Le choix de la bataille d’attrition
Face à cette situation, et en dépit des batailles aussi meurtrières qu’indécises en Artois et en Champagne, les alliés français et britanniques croient encore en la possibilité d’une percée majeure du front allemand et d’une reprise de la guerre de mouvement. C’est dans cette perspective qu’ils préparent pour l’année 1916 une grande offensive dans la Somme (conférence de Chantilly). FALKENHAYN, lui, adopte une stratégie inverse. Ne recherchant pas la rupture du front adverse, il va surtout essayer de fixer le potentiel ennemi, d’en obtenir la destruction et, avec elle, celle du moral adverse. L’expression – contestée ou non - « saigner à blanc » l’adversaire (2), employée par le général allemand, est restée dans les mémoires pour décrire cette nouvelle bataille que l’État-major allemand prépare dès la fin de l’année 1915, et qui s’inscrit résolument dans une stratégie d’usure.
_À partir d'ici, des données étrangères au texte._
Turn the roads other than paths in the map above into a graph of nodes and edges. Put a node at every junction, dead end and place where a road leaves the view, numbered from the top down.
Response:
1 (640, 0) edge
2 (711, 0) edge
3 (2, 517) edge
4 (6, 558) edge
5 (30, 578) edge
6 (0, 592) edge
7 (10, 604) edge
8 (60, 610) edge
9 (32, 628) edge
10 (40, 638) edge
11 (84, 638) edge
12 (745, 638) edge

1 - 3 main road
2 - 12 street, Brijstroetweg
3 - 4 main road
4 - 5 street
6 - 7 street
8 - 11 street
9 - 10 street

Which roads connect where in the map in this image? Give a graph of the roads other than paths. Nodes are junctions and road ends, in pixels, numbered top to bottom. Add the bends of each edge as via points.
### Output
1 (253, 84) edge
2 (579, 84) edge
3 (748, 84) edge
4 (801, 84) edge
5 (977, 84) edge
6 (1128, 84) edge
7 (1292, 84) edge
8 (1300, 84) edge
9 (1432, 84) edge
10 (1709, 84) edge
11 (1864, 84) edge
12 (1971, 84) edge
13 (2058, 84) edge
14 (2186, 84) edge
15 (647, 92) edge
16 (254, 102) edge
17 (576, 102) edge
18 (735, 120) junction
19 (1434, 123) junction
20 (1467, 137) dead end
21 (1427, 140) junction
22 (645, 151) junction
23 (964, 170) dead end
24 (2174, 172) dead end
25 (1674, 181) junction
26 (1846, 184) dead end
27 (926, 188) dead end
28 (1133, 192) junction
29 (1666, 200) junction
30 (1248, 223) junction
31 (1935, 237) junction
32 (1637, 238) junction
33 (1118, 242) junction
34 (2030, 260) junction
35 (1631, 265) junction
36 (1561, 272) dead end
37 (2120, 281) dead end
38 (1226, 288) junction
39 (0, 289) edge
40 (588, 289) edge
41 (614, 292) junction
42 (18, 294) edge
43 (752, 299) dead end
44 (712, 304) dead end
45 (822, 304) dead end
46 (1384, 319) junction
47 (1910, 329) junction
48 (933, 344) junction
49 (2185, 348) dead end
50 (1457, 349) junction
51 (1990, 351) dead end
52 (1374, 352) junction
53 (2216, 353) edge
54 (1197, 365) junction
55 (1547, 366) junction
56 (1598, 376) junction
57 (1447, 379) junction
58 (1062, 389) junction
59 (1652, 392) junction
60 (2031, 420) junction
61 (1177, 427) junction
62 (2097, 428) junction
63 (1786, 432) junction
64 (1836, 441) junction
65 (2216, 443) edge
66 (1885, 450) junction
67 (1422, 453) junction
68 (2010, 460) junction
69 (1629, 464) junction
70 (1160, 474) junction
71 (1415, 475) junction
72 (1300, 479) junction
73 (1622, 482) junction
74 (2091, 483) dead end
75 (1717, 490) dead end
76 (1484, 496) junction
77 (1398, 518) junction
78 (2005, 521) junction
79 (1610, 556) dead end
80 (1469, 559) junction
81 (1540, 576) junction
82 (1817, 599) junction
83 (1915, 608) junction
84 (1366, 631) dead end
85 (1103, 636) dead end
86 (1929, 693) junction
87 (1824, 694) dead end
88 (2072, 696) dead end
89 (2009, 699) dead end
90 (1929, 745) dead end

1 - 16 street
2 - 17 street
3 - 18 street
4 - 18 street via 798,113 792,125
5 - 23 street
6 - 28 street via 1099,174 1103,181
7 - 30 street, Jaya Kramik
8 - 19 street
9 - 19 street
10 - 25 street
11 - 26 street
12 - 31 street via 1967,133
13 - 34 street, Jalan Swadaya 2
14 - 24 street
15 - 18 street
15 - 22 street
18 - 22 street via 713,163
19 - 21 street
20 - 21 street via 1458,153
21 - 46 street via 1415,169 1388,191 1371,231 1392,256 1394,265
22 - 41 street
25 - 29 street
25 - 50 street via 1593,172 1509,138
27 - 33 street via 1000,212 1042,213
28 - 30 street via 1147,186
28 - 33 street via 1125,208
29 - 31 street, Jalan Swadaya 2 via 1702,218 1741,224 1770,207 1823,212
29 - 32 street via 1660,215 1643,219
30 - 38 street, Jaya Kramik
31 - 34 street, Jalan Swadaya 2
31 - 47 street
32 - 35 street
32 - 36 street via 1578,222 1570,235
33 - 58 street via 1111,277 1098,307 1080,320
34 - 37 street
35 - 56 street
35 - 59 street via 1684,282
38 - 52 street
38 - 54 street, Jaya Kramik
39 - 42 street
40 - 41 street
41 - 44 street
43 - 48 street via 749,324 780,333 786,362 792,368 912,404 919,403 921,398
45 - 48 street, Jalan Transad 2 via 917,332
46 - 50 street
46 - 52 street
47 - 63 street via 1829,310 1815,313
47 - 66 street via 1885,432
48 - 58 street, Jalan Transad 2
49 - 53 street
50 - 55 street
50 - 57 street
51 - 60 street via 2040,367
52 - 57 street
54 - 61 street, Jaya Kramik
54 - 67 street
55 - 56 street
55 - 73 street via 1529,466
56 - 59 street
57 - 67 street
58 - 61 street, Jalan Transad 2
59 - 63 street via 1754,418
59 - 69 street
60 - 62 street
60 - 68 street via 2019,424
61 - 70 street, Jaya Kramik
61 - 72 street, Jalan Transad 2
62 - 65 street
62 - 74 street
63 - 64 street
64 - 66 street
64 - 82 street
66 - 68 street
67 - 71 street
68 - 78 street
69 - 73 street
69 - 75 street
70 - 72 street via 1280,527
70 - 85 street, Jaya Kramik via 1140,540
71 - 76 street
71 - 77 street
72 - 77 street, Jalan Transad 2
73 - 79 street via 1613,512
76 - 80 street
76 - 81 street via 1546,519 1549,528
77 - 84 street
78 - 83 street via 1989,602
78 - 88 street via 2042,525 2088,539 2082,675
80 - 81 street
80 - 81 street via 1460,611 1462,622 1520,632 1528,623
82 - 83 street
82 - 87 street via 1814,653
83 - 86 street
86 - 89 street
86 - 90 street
L’adversaire comme le lieu de la future bataille sont rapidement choisis. Le coup sera porté sur les Français dont la haine de l’Allemagne n’a jamais été aussi forte. Qui plus est, subissant la guerre sur leur sol même depuis plus d’un an, les Français se battront sans aucun esprit de recul. Le lieu de la confrontation sera le secteur de Verdun (3) où la rencontre des deux fronts forment un saillant au nord de la ville. La situation initiale est favorable aux troupes du Kaiser qui peuvent attaquer de trois directions différentes un dispositif français qui s’enfoncent dans les lignes ennemies, mais qui est adossé à la Meuse. Qui plus est, l’artère logistique française consiste en une route étroite et une voie ferrée inadaptée à des flux massifs d’hommes et de matériels. Facteur aggravant, le commandant en chef français, le Général Joseph JOFFRE (1852-1931), tout à sa préparation de l’offensive de la Somme, a opéré un transfert d’unités et d’artillerie qui affaiblit le dispositif français dans ce secteur, notamment les forts de Douaumont, de Vaux et de Souville. Ces derniers constitueront bientôt les abcès de fixation de la bataille qui s’annonce.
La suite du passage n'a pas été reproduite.